Wicket, for his part, didn’t require being told to flee from the lizards pursuing them. He went straight to the farthest point of the ship and barked for his humans to follow. Unintelligible voices called from below decks—inhuman voices.
They reached the far end of the ship. Dani pointed to a narrow bridge as long as a football field that protruded from the pirate ship and connected to a 35-foot-long speedboat.
“I’ll go first.” Dani stepped onto the bridge. It didn’t wobble, and while being a foot wide wasn’t too intimidating, the mist surrounding them left the uncomfortable impression that what awaited them, if they fell, wouldn’t be an ocean or land. Rumor suggested some parts of Hell were bottomless. Until this moment, Ty hadn’t given those rumors any credence. After all, unless someone fell and came back to tell the tale, then how did anyone know a hole was truly bottomless and not just really deep? Only, as he stepped onto the bridge behind Dani and Wicket, he felt that certainty in the very core of his soul that one step too far right or left would send him into endless space.

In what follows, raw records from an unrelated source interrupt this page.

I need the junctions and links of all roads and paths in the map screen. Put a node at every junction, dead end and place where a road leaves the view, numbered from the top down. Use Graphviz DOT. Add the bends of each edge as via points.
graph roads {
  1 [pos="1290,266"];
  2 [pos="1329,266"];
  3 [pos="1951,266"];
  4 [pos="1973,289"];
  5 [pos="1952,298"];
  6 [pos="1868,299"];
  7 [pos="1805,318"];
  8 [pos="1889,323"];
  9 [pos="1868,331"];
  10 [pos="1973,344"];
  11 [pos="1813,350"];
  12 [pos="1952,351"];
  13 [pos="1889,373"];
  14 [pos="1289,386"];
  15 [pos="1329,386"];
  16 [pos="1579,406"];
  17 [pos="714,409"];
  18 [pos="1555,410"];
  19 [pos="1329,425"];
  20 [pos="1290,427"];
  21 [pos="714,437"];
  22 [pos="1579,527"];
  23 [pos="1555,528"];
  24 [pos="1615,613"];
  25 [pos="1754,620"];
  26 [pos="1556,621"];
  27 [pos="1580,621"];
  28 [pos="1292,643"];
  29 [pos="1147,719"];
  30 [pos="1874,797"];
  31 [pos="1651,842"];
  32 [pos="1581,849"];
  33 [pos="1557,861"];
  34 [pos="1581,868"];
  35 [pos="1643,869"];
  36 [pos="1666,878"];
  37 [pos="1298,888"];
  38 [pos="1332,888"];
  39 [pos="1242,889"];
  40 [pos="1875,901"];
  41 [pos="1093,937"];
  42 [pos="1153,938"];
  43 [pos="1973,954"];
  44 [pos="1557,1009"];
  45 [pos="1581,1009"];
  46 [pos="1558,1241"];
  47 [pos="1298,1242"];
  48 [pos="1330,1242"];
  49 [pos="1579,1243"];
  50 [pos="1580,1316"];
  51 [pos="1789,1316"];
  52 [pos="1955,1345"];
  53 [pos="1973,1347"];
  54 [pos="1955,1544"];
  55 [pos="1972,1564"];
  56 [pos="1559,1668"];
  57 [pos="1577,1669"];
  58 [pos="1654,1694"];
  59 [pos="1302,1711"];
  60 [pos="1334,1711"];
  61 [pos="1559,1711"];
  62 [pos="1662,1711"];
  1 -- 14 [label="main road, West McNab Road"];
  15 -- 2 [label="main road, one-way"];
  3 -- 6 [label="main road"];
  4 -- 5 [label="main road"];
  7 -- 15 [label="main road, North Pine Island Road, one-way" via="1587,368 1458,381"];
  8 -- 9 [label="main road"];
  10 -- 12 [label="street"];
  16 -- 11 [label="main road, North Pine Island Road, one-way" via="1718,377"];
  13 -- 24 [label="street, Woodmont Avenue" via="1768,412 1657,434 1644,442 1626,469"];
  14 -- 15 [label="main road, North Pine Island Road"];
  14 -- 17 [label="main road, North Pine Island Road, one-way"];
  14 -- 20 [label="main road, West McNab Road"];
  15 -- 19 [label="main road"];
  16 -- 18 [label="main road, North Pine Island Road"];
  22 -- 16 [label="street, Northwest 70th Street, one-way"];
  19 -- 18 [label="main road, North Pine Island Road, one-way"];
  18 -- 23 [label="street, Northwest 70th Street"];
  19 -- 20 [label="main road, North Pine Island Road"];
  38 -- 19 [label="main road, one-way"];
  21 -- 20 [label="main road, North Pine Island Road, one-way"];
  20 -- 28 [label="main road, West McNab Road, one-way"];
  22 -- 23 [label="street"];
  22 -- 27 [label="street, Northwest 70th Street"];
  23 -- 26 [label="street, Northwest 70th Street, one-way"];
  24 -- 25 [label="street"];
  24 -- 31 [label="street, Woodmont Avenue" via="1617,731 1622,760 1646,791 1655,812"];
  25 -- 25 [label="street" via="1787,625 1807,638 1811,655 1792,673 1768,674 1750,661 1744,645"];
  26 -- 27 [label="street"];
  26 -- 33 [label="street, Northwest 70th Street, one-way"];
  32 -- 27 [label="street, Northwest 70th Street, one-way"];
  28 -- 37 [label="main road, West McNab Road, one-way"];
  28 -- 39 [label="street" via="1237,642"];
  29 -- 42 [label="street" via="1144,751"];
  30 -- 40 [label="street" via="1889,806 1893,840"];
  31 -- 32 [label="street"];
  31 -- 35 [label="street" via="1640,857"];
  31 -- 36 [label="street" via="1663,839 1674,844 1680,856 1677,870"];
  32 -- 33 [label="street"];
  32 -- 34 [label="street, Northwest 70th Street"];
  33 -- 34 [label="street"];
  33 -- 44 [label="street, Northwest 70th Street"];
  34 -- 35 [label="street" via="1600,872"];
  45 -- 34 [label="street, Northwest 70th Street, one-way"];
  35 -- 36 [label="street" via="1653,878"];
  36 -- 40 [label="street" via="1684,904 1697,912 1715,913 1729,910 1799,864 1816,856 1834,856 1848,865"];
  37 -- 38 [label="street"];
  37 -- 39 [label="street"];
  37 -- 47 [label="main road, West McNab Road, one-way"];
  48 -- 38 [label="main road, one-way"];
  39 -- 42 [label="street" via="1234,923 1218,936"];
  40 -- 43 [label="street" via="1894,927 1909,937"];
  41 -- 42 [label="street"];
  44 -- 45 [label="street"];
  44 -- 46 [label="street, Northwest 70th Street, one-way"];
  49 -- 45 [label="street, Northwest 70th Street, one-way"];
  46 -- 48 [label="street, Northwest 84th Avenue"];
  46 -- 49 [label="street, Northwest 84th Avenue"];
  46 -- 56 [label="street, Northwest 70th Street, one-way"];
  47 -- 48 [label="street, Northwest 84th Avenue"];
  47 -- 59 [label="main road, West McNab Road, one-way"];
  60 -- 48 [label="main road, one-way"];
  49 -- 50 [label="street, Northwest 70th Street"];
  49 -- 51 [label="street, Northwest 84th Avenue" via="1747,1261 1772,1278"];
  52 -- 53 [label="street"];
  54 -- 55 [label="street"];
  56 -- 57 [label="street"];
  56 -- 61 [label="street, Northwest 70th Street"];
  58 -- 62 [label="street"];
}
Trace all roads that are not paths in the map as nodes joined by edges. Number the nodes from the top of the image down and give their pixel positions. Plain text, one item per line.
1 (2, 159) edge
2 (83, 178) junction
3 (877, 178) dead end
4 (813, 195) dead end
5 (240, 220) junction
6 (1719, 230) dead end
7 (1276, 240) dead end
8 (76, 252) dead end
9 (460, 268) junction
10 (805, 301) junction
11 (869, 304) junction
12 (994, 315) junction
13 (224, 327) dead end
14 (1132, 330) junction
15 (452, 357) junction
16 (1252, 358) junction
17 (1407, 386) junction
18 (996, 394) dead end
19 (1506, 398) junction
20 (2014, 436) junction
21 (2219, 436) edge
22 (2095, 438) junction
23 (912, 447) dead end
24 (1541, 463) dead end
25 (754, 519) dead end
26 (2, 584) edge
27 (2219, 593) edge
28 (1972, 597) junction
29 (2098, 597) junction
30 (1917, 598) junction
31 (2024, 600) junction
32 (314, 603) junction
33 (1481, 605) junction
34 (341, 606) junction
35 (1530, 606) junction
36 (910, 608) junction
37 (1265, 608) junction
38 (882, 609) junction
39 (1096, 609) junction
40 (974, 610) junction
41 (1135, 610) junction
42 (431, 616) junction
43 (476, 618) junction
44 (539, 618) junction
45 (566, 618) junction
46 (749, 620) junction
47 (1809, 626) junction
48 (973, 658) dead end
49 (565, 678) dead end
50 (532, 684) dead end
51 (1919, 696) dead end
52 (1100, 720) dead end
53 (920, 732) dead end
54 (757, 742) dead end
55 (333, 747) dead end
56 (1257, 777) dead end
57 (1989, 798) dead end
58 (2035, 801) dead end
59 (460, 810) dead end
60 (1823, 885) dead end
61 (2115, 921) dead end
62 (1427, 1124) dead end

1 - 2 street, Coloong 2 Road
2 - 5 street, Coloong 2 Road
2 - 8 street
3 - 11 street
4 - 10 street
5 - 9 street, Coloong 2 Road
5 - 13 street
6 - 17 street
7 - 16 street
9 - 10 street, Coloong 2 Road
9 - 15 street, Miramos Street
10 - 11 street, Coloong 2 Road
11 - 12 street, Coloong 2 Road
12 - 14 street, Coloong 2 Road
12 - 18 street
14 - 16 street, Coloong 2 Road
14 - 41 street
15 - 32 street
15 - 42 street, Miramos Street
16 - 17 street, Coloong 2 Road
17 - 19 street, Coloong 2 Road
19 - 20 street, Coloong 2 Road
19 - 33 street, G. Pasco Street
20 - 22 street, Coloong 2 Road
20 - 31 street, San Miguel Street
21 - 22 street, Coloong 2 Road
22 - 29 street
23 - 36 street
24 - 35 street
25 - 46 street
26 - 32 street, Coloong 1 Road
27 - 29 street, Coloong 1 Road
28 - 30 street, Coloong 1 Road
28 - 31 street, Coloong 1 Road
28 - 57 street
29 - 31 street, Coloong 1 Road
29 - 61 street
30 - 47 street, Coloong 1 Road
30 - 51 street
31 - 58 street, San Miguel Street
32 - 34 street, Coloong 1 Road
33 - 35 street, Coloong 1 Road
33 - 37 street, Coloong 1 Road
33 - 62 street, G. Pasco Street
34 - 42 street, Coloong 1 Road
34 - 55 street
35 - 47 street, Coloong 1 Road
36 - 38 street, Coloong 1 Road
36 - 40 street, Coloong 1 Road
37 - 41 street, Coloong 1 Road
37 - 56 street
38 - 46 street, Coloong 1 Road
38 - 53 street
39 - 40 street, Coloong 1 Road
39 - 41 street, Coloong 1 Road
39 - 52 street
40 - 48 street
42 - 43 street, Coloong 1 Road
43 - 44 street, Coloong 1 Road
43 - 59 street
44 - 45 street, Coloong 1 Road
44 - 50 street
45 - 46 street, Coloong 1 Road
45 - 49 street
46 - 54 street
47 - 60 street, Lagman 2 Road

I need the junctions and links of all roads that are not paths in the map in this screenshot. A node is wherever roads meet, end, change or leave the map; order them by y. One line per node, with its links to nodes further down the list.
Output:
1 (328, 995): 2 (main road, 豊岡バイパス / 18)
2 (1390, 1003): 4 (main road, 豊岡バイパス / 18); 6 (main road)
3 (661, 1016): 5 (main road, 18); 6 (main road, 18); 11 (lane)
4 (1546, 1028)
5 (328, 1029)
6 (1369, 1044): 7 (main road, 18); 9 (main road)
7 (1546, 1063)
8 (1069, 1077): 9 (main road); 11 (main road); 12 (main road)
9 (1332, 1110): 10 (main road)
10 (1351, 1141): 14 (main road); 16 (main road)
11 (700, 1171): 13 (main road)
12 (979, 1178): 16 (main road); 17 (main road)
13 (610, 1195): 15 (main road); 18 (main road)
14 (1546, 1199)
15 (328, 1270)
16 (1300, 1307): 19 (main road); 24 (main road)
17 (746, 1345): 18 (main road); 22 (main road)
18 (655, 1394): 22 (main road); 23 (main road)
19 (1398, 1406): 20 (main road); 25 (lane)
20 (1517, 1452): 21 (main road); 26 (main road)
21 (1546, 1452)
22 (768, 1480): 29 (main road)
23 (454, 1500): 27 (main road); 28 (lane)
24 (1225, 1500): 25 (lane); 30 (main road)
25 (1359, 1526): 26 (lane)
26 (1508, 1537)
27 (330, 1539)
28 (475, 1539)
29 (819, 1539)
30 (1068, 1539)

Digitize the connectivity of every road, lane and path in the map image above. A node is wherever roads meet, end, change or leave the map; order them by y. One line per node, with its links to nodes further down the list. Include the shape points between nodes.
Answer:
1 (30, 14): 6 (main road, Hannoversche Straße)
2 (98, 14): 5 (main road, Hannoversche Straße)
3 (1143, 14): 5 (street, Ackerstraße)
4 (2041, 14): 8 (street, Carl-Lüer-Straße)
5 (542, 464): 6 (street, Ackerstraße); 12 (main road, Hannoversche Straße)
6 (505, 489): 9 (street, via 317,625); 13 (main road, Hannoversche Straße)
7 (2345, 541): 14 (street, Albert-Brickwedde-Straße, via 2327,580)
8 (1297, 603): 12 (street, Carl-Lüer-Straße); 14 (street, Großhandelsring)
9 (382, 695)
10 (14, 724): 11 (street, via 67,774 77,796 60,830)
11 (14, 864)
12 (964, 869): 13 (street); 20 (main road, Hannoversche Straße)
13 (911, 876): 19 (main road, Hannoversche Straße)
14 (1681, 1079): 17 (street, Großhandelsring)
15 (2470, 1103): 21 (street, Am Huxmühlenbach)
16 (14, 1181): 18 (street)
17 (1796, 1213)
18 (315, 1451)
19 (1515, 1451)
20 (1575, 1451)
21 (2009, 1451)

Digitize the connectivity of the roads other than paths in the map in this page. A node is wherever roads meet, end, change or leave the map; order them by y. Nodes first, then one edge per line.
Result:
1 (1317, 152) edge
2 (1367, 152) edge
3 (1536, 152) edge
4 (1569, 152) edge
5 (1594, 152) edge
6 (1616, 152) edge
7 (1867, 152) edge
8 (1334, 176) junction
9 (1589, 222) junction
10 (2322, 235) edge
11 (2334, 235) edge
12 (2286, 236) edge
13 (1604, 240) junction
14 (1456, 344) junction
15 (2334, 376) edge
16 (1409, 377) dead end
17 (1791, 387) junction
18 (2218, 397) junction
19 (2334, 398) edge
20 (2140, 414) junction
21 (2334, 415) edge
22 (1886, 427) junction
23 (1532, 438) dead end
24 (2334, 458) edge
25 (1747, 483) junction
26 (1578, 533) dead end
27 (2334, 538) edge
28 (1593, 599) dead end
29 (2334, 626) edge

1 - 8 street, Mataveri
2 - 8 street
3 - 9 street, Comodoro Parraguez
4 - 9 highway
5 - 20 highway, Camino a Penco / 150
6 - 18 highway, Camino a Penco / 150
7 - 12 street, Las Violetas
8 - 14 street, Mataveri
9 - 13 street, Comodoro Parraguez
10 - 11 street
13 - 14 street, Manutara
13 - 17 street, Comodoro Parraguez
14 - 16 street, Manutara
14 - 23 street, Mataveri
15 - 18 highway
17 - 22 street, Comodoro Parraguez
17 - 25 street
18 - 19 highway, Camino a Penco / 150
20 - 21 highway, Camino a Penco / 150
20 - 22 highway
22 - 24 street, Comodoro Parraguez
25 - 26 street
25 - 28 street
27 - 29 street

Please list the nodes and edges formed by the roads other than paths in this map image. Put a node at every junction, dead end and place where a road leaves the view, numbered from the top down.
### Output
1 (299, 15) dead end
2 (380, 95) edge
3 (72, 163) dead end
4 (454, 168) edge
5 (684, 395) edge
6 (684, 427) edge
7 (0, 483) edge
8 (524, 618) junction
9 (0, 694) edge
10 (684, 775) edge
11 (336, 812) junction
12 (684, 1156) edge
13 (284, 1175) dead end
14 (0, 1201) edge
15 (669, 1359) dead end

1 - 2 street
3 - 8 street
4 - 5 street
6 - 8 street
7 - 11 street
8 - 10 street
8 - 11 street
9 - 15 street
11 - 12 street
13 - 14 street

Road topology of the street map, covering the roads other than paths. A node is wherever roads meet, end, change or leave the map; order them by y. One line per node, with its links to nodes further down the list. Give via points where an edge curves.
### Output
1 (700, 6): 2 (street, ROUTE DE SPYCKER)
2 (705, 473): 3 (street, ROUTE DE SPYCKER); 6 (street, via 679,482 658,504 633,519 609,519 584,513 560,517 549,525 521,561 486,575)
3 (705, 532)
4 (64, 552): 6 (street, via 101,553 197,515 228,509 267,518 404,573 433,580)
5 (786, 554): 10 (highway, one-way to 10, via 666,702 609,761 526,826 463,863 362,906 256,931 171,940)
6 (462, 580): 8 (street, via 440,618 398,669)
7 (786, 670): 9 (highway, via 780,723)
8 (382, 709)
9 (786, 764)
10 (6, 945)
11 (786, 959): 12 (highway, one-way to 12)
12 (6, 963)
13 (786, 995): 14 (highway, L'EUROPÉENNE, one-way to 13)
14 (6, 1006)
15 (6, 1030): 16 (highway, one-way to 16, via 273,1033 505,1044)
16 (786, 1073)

He wouldn’t describe the bridge as flat, not exactly. It resembled a six-sided spike driven into the two connecting ships. The rope-like material gave their boots more traction. Sadly, that helped the lizards, too.
“Are they still following?” Dani’s voice echoed to him.
He paused in his scrambling shuffle along the bridge to get a look back at the pirate ship. Vertigo hit him hard, drawing a curse out of him. He wasn’t normally scared of heights, but the way these ships were arranged—floating above, across, and below one another—wasn’t natural. Coupled with the sensation of traversing a bottomless void, the simple act of shifting in place turned into something far more dangerous while going across these ropes. He cursed as he turned to see the lizards leaping onto the rope after them.
“We’ve got about a thirty-yard head start, but they’re moving faster than us.”
“Of course they are.”
Wicket growled his own complaint. Hard to tell whether Wicket directed it at the lizards or the rope bridge.
They’d made it at least three-quarters of the distance from the pirate ship to the speedboat when Ty heard the skittering of the lizards’ feet getting close.